▶ [The problem]:
The answer is to be one number: the count of lines in this listing that have the string "numbered".

━━━ Information given ━━━

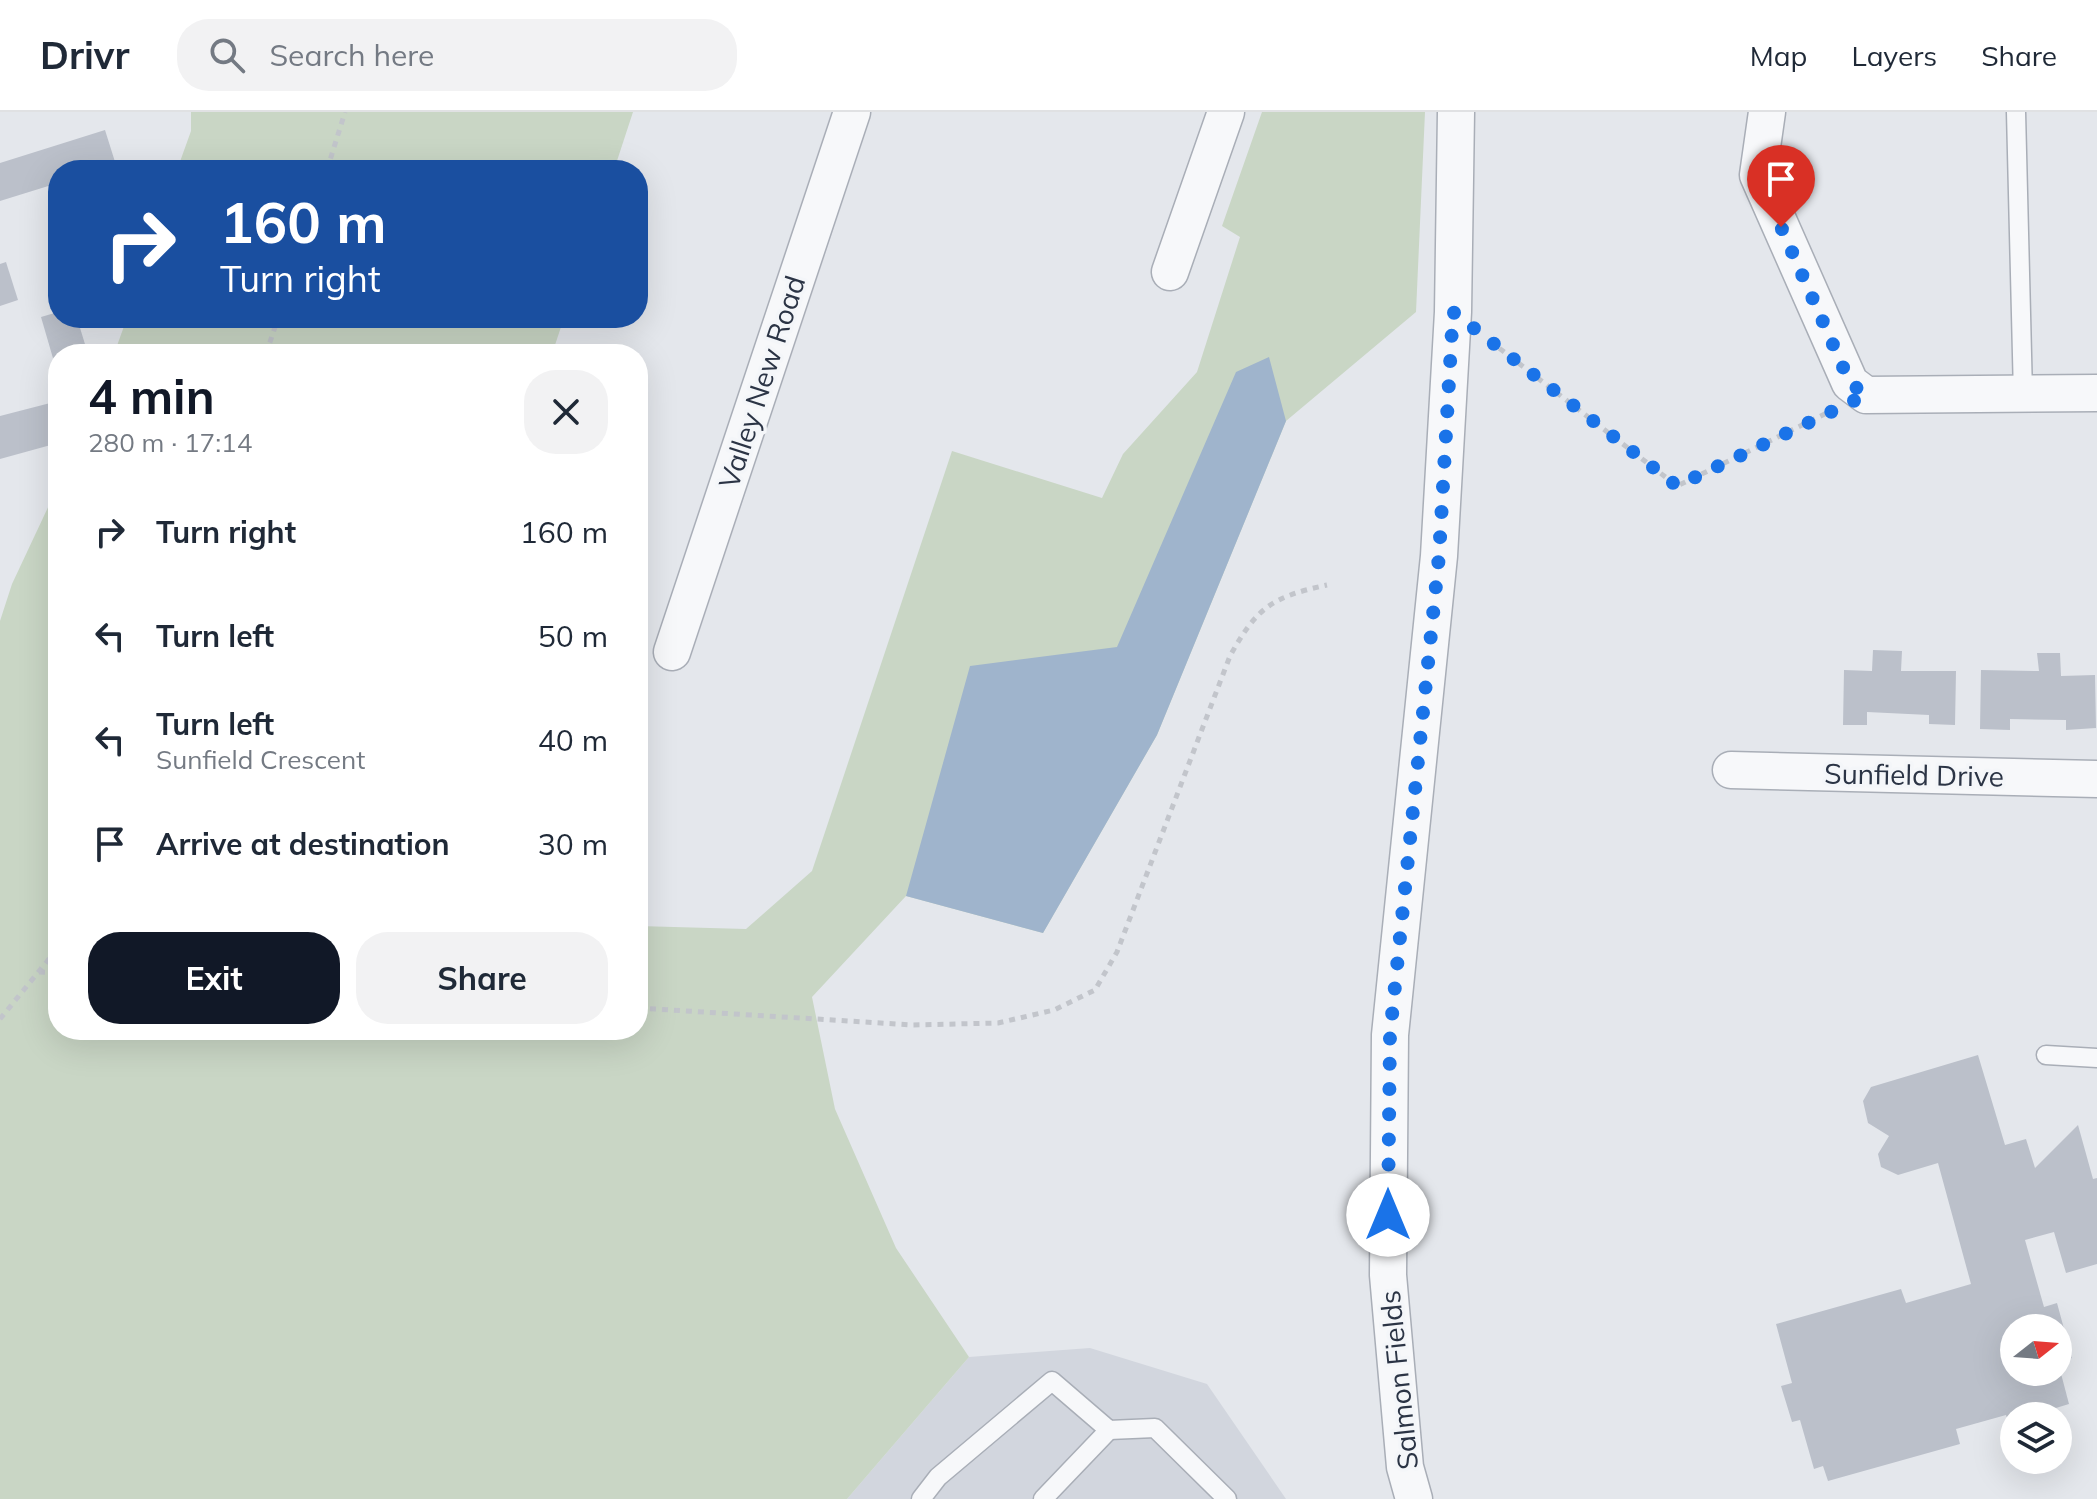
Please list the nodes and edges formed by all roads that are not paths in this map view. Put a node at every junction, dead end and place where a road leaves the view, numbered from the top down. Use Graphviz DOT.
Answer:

━━━
━━━ Information given ━━━

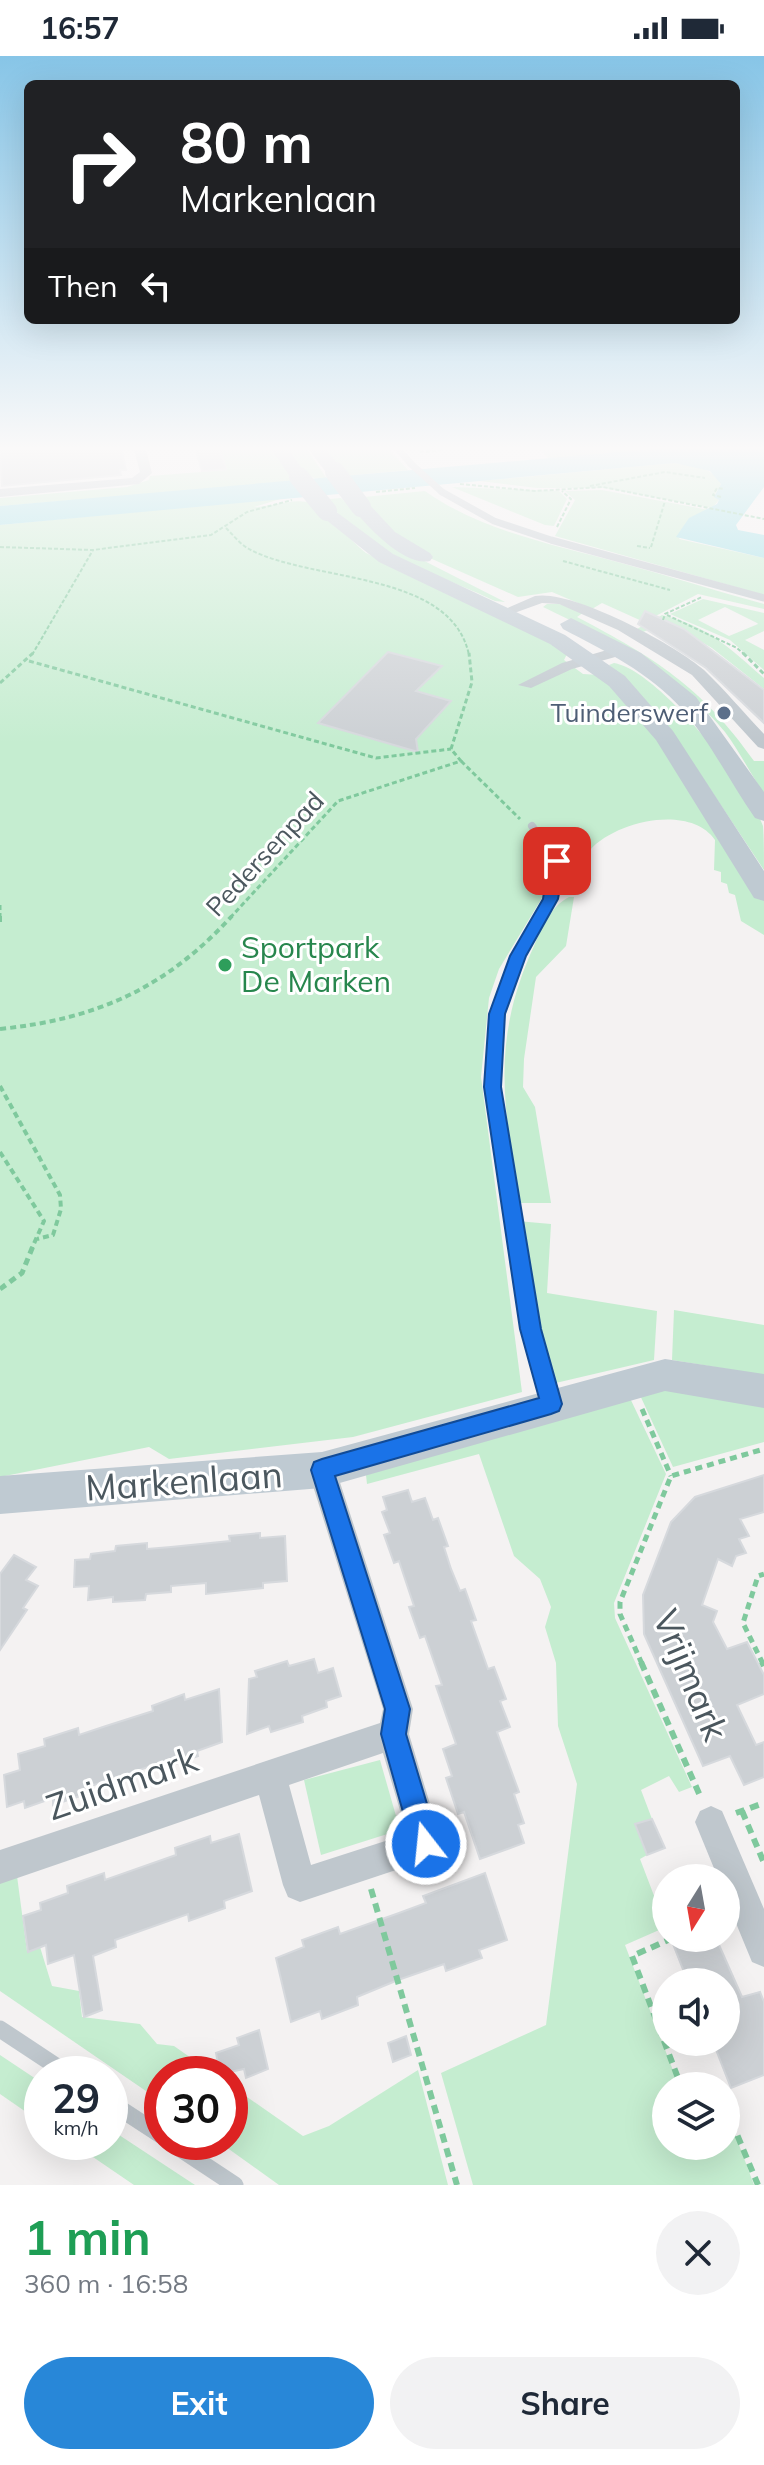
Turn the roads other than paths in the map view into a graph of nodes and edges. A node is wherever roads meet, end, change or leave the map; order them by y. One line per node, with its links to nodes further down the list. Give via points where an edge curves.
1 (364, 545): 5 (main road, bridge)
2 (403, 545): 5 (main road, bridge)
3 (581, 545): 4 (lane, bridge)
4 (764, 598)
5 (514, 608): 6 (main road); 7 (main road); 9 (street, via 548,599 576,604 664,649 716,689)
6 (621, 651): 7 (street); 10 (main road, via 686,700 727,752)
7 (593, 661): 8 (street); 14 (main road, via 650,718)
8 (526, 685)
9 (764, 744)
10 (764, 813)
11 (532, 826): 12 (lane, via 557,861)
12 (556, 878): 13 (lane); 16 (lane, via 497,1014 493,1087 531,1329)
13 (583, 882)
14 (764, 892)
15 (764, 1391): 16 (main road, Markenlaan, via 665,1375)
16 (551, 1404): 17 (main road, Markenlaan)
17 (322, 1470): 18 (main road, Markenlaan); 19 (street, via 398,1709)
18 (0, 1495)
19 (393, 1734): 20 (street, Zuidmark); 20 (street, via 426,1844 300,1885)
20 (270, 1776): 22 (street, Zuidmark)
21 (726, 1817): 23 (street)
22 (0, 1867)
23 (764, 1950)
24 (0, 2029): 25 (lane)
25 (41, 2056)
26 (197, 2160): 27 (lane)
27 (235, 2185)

━━━
━━━ Information given ━━━

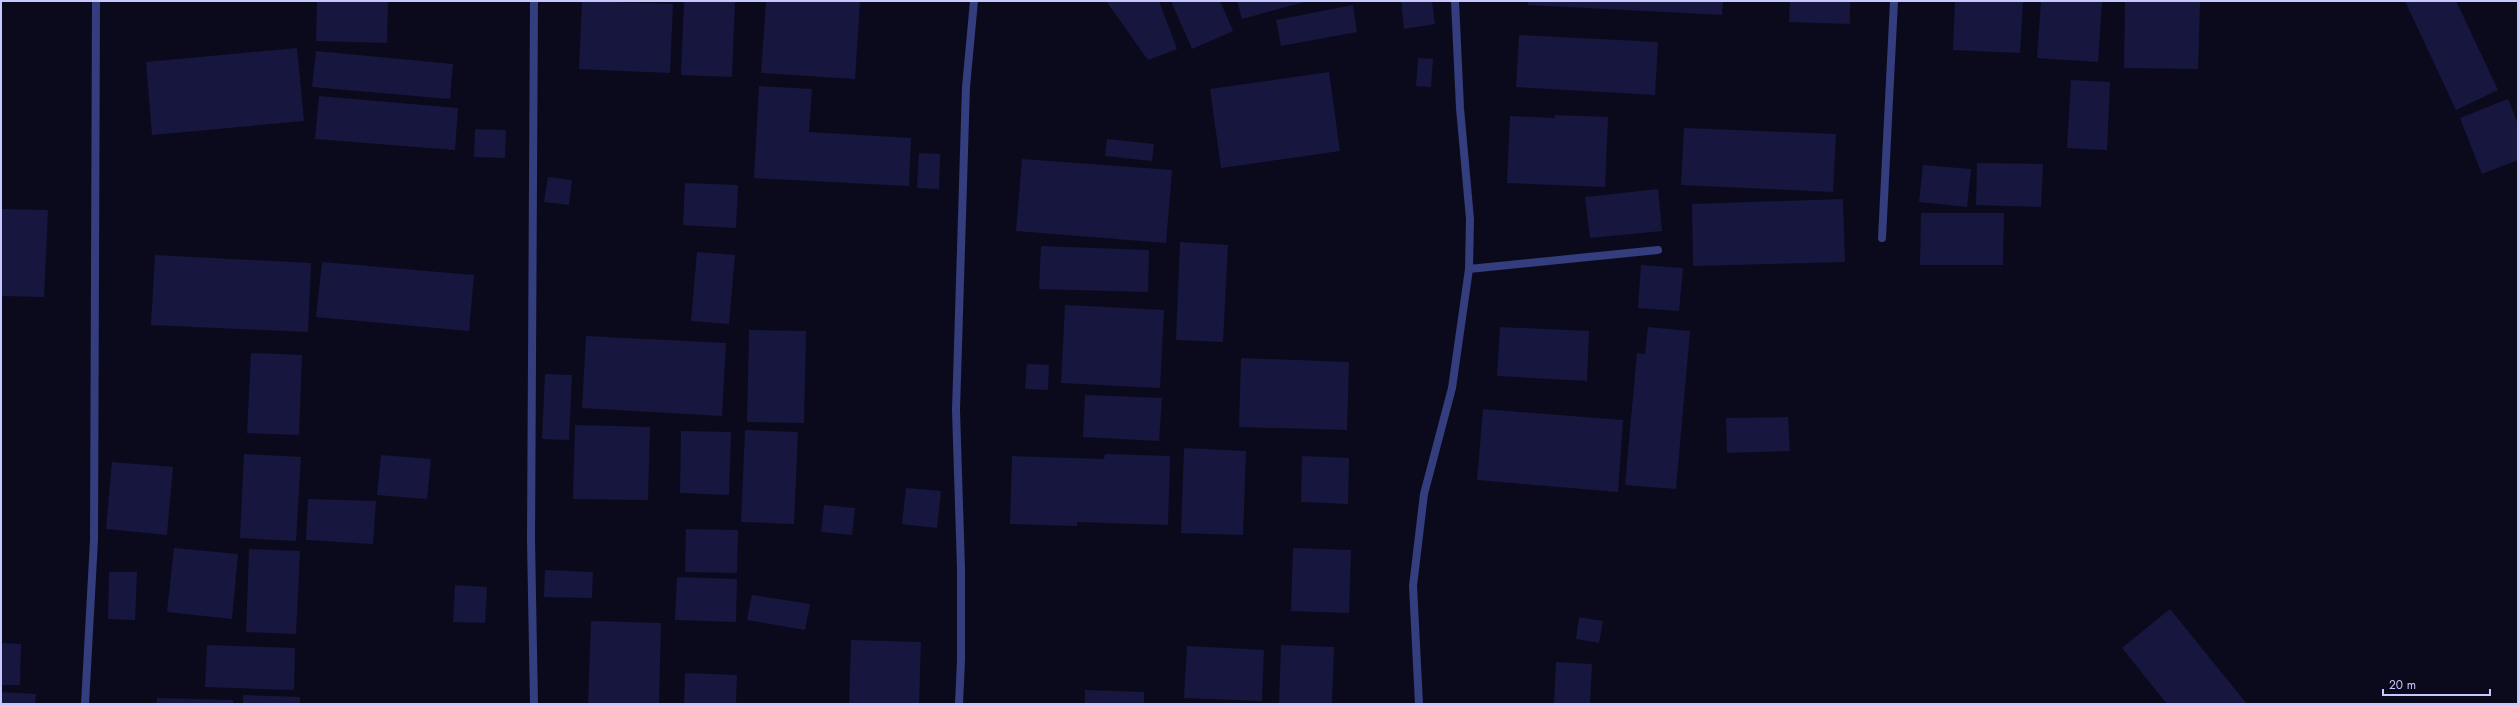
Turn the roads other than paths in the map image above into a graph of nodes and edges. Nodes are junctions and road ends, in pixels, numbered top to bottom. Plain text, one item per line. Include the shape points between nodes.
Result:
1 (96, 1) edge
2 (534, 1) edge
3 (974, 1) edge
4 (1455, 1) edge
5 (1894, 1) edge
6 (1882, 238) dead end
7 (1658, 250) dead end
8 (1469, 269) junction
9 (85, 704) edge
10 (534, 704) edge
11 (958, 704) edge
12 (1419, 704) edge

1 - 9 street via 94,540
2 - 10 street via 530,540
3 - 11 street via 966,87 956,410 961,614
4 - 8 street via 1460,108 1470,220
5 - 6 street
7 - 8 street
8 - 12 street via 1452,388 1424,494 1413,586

━━━

▶ [Final answer]:
2